Resté en marge de l’impressionnisme et du symbolisme, totalement fermé à l’art moderne, c’est un naturaliste tardif très attaché à représenter sa Vendée natale. Ou plus précisément les habitants du marais breton. Les paysages l’intéressent peu, moins en tout cas que les paysans dont il fait le portrait ou qu’il dépeint dans des scènes d’intérieur. Ces paysans, il les connaît bien pour les avoir souvent observés dans l’auberge rurale que tenait son père à Soullans. Paradoxalement, s’il éprouve une sympathie évidente pour les habitants de sa région, il porte toujours sur eux un regard grave et sombre. Ses toiles et dessins sont loin d’être optimistes et laissent transparaître une personnalité complexe et tourmentée. Pourtant Milcendeau n’est pas un peintre régionaliste, étranger à la vie moderne. Lui-même ne voulait pas être ainsi étiqueté. Il a très longtemps vécu à Paris, qu’il a rejoint à l’âge de 19 ans pour présenter le concours des Beaux-Arts. Il échoue, mais reste dans l’atelier de Gustave Moreau, où il côtoie Rouault et Matisse.
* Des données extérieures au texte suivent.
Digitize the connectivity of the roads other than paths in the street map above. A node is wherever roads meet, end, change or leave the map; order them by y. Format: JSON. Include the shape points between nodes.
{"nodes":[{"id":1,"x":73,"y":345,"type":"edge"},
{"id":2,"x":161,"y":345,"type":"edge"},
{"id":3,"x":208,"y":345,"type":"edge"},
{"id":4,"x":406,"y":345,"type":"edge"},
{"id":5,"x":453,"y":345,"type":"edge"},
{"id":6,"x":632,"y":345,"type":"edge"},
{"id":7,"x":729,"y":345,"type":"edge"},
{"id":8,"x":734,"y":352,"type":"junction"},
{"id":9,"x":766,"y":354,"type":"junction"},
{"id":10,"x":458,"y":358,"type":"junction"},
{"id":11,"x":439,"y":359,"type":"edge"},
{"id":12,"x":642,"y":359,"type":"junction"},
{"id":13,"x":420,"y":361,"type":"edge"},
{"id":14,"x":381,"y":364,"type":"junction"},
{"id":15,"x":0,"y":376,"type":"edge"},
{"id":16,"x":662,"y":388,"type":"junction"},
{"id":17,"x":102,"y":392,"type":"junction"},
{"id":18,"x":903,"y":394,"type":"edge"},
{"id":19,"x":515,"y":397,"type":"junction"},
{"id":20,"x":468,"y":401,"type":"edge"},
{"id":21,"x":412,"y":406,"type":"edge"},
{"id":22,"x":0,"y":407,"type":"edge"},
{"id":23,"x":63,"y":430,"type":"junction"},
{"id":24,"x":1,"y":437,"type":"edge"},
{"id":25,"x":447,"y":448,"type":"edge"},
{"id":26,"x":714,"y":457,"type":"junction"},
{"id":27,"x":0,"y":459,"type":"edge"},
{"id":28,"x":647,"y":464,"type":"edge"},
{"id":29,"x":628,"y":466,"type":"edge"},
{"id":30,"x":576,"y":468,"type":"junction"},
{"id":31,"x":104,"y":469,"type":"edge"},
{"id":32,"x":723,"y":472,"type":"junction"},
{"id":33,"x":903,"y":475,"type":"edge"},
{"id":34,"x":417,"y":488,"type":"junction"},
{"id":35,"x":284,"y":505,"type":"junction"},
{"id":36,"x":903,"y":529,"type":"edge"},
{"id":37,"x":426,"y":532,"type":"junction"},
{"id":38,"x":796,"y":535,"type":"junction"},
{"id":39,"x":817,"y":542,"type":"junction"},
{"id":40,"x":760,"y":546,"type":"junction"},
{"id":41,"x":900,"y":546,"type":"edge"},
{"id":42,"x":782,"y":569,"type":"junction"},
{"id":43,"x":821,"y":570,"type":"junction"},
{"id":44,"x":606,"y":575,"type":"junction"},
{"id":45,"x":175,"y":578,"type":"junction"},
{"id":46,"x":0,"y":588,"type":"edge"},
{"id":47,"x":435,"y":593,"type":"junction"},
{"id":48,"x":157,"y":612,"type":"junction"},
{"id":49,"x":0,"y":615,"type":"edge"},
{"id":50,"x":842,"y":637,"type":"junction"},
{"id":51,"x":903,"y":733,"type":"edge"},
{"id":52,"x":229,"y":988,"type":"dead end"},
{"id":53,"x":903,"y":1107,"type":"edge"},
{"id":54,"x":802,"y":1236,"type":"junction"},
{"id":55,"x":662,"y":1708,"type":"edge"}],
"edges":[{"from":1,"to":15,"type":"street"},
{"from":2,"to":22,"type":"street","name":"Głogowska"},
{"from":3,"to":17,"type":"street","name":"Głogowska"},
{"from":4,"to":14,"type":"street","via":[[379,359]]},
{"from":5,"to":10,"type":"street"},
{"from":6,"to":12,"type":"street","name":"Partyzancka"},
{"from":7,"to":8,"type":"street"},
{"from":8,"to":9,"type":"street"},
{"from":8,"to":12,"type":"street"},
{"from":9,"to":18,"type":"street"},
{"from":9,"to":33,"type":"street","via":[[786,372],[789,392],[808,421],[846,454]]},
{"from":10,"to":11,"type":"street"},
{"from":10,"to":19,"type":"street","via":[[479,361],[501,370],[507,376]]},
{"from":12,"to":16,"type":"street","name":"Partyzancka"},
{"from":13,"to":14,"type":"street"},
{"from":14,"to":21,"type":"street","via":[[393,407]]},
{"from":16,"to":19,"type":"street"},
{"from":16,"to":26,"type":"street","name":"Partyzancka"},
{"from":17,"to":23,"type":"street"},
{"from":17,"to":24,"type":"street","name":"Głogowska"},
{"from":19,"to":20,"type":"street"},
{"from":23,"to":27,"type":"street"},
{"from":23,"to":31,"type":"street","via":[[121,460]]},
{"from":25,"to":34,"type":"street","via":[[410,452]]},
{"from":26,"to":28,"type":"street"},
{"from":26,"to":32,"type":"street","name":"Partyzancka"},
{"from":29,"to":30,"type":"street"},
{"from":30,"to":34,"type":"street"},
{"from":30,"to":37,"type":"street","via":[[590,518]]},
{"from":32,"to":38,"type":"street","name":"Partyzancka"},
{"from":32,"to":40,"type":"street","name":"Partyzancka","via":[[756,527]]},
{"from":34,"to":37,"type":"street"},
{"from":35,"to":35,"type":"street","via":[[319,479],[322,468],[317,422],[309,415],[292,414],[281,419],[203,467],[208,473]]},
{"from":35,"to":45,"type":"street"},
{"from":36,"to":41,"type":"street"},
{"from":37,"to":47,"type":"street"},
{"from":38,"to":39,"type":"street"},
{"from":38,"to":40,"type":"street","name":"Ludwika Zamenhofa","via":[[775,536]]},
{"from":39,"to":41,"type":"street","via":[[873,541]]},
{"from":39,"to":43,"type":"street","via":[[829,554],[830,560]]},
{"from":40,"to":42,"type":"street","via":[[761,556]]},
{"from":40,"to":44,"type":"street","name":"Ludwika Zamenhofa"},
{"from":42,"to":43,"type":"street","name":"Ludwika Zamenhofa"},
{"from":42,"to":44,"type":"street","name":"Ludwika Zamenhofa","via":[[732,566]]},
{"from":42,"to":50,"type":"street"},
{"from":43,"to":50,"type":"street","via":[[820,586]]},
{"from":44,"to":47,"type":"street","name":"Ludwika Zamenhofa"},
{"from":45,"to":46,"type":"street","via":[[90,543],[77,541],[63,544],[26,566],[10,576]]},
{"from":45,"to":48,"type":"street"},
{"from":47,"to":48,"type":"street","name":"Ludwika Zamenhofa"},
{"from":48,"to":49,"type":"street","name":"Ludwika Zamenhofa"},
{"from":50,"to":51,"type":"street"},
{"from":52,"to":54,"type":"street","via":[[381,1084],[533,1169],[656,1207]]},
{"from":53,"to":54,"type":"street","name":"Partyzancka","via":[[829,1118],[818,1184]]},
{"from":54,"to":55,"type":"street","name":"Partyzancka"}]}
Il connaît quelques petits succès parisiens, exposant régulièrement au Salon, bénéficiant d’achats de l’État et de quelques collectionneurs, suscitant plusieurs éloges publiés dans la presse. Car à côté de sa production naturaliste, il réalise de nombreux portraits. C’est aussi un grand voyageur. Il s’est rendu à plusieurs reprises en Belgique et en Hollande, pour mieux apprécier Rembrandt, et en Espagne pour regarder Murillo. En somme, le parcours classique des réalistes.
« Beaux morceaux »
De l’atelier de Gustave Moreau, il a appris et gardé un solide savoir-faire de dessinateur. Il a indiscutablement du métier, bien que sa pratique reste encore très scolaire. Quelques portraits peints sont de « beaux morceaux » comme aiment à le dire les critiques au XIXe, mais l’œil d’aujourd’hui apprécie surtout ses pastels, lorsque la forme s’estompe et que les matières prennent du relief. Il était donc naturel que ce soit l’Historial de la Vendée, dirigé par Christophe Vital, qui consacre à ce peintre sa première véritable rétrospective d’envergure. Un lieu non académique, perdu en pleine campagne, qui mêle avec succès histoire, beaux-arts et scénographie grand public. Une formule inédite dans le paysage muséal français. L’exposition s’y déploie confortablement, un peu handicapée par un éclairage tamisé qui n’aide pas à rendre Milcendeau plus rieur. Le Bois-Durand, la maison où le peintre se retira avec sa femme pendant les dernières années de sa vie accueille un petit musée, dédié à son ancien propriétaire.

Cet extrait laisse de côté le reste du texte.